Extracted entries START

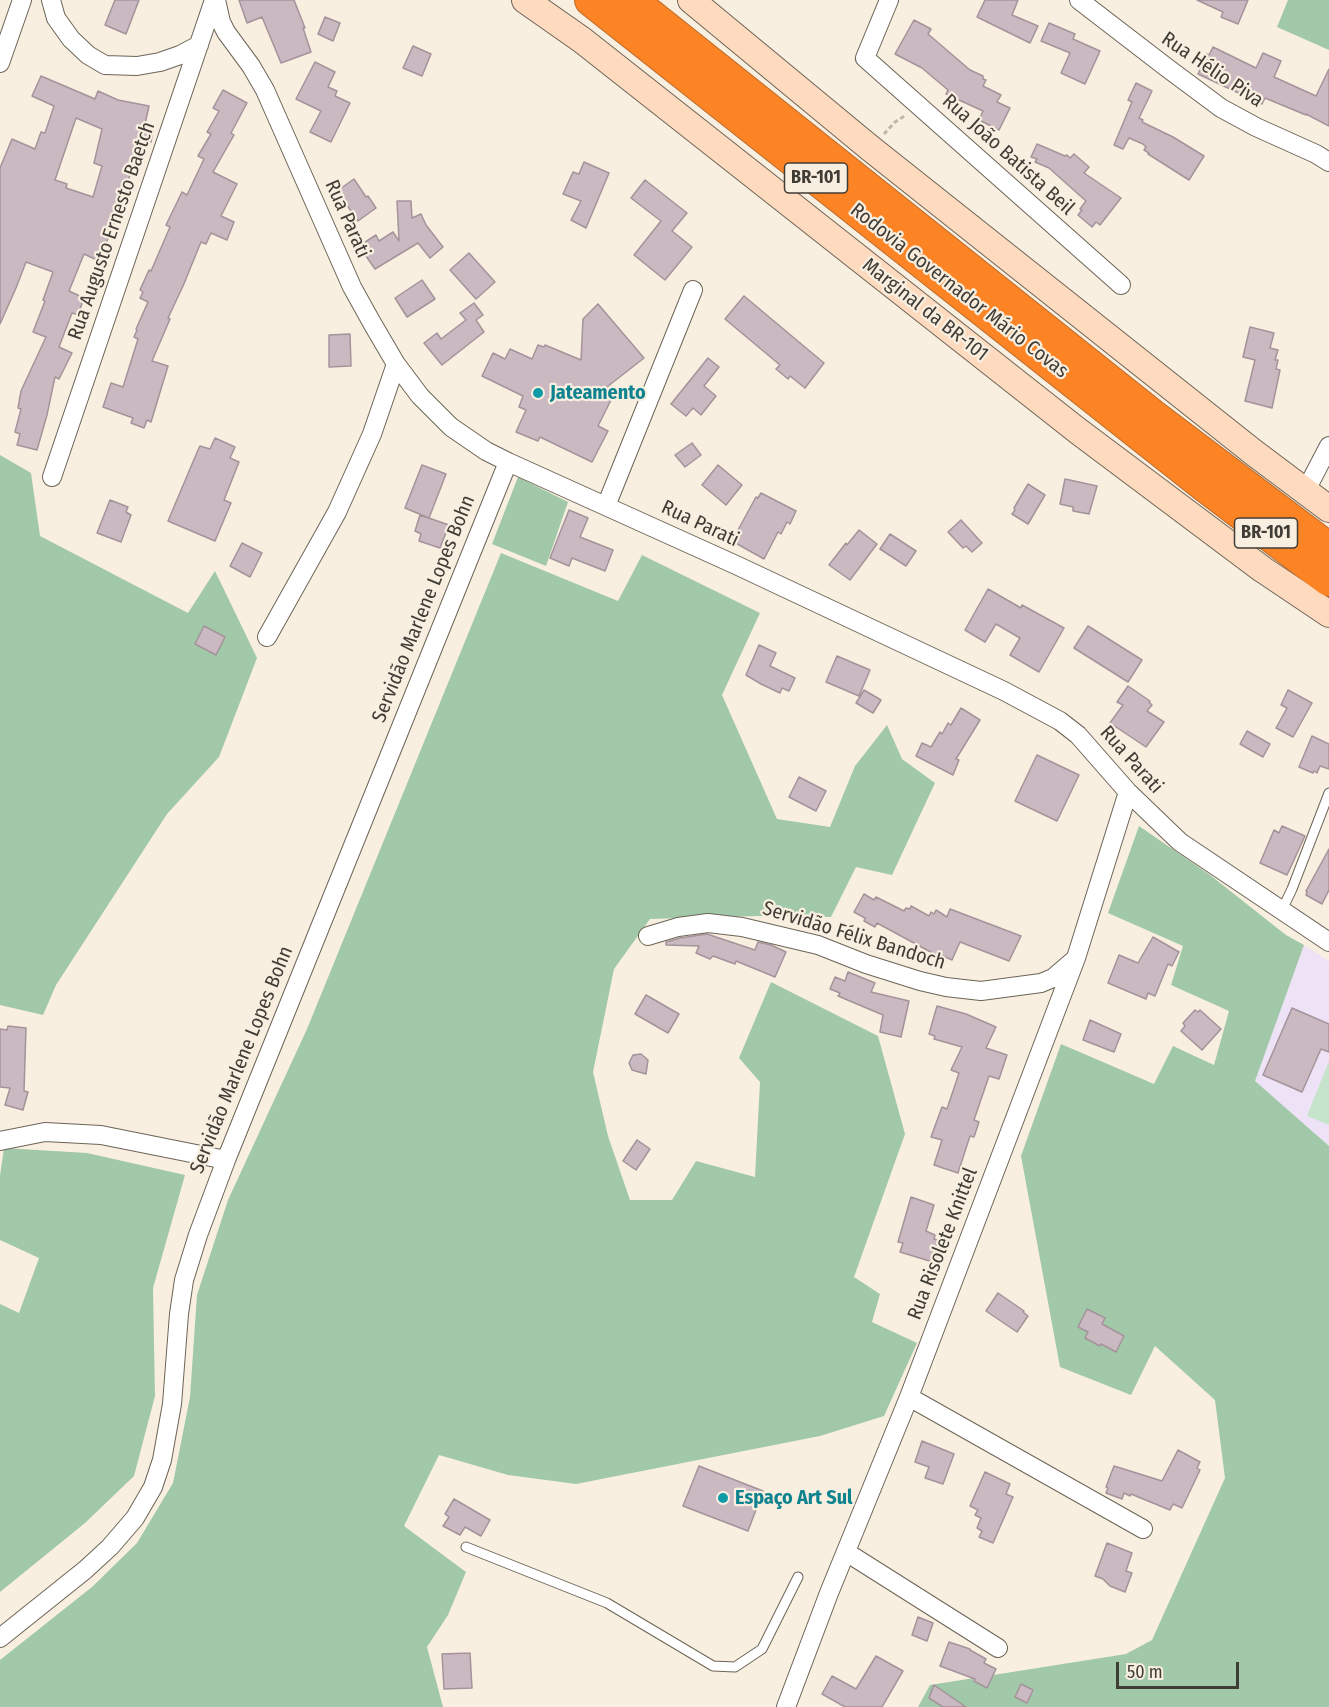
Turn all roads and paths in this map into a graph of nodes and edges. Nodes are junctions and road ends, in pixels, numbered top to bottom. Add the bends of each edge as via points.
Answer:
1 (22, 0) edge
2 (51, 0) edge
3 (215, 0) edge
4 (525, 0) edge
5 (591, 0) edge
6 (631, 0) edge
7 (691, 0) edge
8 (889, 0) edge
9 (1079, 0) edge
10 (199, 45) junction
11 (0, 63) edge
12 (920, 107) junction
13 (870, 148) junction
14 (1329, 162) edge
15 (1120, 285) dead end
16 (693, 290) dead end
17 (396, 364) junction
18 (1329, 446) edge
19 (508, 462) junction
20 (52, 477) dead end
21 (1305, 492) junction
22 (606, 506) junction
23 (1329, 509) edge
24 (1329, 549) edge
25 (1329, 580) edge
26 (1329, 614) edge
27 (267, 637) dead end
28 (1128, 792) junction
29 (1329, 793) edge
30 (1282, 910) junction
31 (648, 936) dead end
32 (1329, 942) edge
33 (1076, 958) junction
34 (0, 1141) edge
35 (226, 1160) junction
36 (909, 1397) junction
37 (1143, 1528) dead end
38 (466, 1547) dead end
39 (846, 1552) junction
40 (798, 1577) dead end
41 (4, 1631) edge
42 (998, 1648) dead end
43 (786, 1707) edge

1 - 11 street
2 - 10 street via 56,18 71,39 105,65 160,62
3 - 10 street, Rua Augusto Ernesto Baetch
3 - 17 street, Rua Parati via 226,32 264,90 352,287
4 - 26 main road, Marginal da BR-101 via 591,47 1078,431 1262,569
5 - 25 highway, Rodovia Governador Mário Covas / BR-101
6 - 24 highway, Rodovia Governador Mário Covas / BR-101 via 1153,416
7 - 13 main road
8 - 12 street, Rua João Batista Beil via 865,58
9 - 14 street, Rua Hélio Piva via 1221,108
10 - 20 street, Rua Augusto Ernesto Baetch
12 - 13 path via 895,122
12 - 15 street, Rua João Batista Beil
13 - 21 main road
16 - 22 street
17 - 19 street, Rua Parati via 451,427
17 - 27 street via 372,434 337,512
18 - 21 street
19 - 22 street, Rua Parati
19 - 35 street, Servidão Marlene Lopes Bohn
21 - 23 main road
22 - 28 street, Rua Parati via 1039,708 1078,735
28 - 30 street, Rua Parati via 1180,843
28 - 33 street, Rua Risolete Knittel
29 - 30 lane
30 - 32 street, Rua Parati
31 - 33 street, Servidão Félix Bandoch via 708,923 742,927 818,945 920,981 981,991 1041,983
33 - 36 street, Rua Risolete Knittel
34 - 35 street via 45,1132 101,1135
35 - 41 street, Servidão Marlene Lopes Bohn via 184,1280 172,1404 153,1487 135,1518 110,1547
36 - 37 street
36 - 39 street, Rua Risolete Knittel
38 - 40 lane via 608,1603 713,1666 735,1666 762,1649
39 - 42 street
39 - 43 street, Rua Risolete Knittel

Extracted entries END

Work instruction
Leaving the pictures aside, write out the entries above exactly.

Finished exercise
Turn all roads and paths in this map into a graph of nodes and edges. Nodes are junctions and road ends, in pixels, numbered top to bottom. Add the bends of each edge as via points.
Answer:
1 (22, 0) edge
2 (51, 0) edge
3 (215, 0) edge
4 (525, 0) edge
5 (591, 0) edge
6 (631, 0) edge
7 (691, 0) edge
8 (889, 0) edge
9 (1079, 0) edge
10 (199, 45) junction
11 (0, 63) edge
12 (920, 107) junction
13 (870, 148) junction
14 (1329, 162) edge
15 (1120, 285) dead end
16 (693, 290) dead end
17 (396, 364) junction
18 (1329, 446) edge
19 (508, 462) junction
20 (52, 477) dead end
21 (1305, 492) junction
22 (606, 506) junction
23 (1329, 509) edge
24 (1329, 549) edge
25 (1329, 580) edge
26 (1329, 614) edge
27 (267, 637) dead end
28 (1128, 792) junction
29 (1329, 793) edge
30 (1282, 910) junction
31 (648, 936) dead end
32 (1329, 942) edge
33 (1076, 958) junction
34 (0, 1141) edge
35 (226, 1160) junction
36 (909, 1397) junction
37 (1143, 1528) dead end
38 (466, 1547) dead end
39 (846, 1552) junction
40 (798, 1577) dead end
41 (4, 1631) edge
42 (998, 1648) dead end
43 (786, 1707) edge

1 - 11 street
2 - 10 street via 56,18 71,39 105,65 160,62
3 - 10 street, Rua Augusto Ernesto Baetch
3 - 17 street, Rua Parati via 226,32 264,90 352,287
4 - 26 main road, Marginal da BR-101 via 591,47 1078,431 1262,569
5 - 25 highway, Rodovia Governador Mário Covas / BR-101
6 - 24 highway, Rodovia Governador Mário Covas / BR-101 via 1153,416
7 - 13 main road
8 - 12 street, Rua João Batista Beil via 865,58
9 - 14 street, Rua Hélio Piva via 1221,108
10 - 20 street, Rua Augusto Ernesto Baetch
12 - 13 path via 895,122
12 - 15 street, Rua João Batista Beil
13 - 21 main road
16 - 22 street
17 - 19 street, Rua Parati via 451,427
17 - 27 street via 372,434 337,512
18 - 21 street
19 - 22 street, Rua Parati
19 - 35 street, Servidão Marlene Lopes Bohn
21 - 23 main road
22 - 28 street, Rua Parati via 1039,708 1078,735
28 - 30 street, Rua Parati via 1180,843
28 - 33 street, Rua Risolete Knittel
29 - 30 lane
30 - 32 street, Rua Parati
31 - 33 street, Servidão Félix Bandoch via 708,923 742,927 818,945 920,981 981,991 1041,983
33 - 36 street, Rua Risolete Knittel
34 - 35 street via 45,1132 101,1135
35 - 41 street, Servidão Marlene Lopes Bohn via 184,1280 172,1404 153,1487 135,1518 110,1547
36 - 37 street
36 - 39 street, Rua Risolete Knittel
38 - 40 lane via 608,1603 713,1666 735,1666 762,1649
39 - 42 street
39 - 43 street, Rua Risolete Knittel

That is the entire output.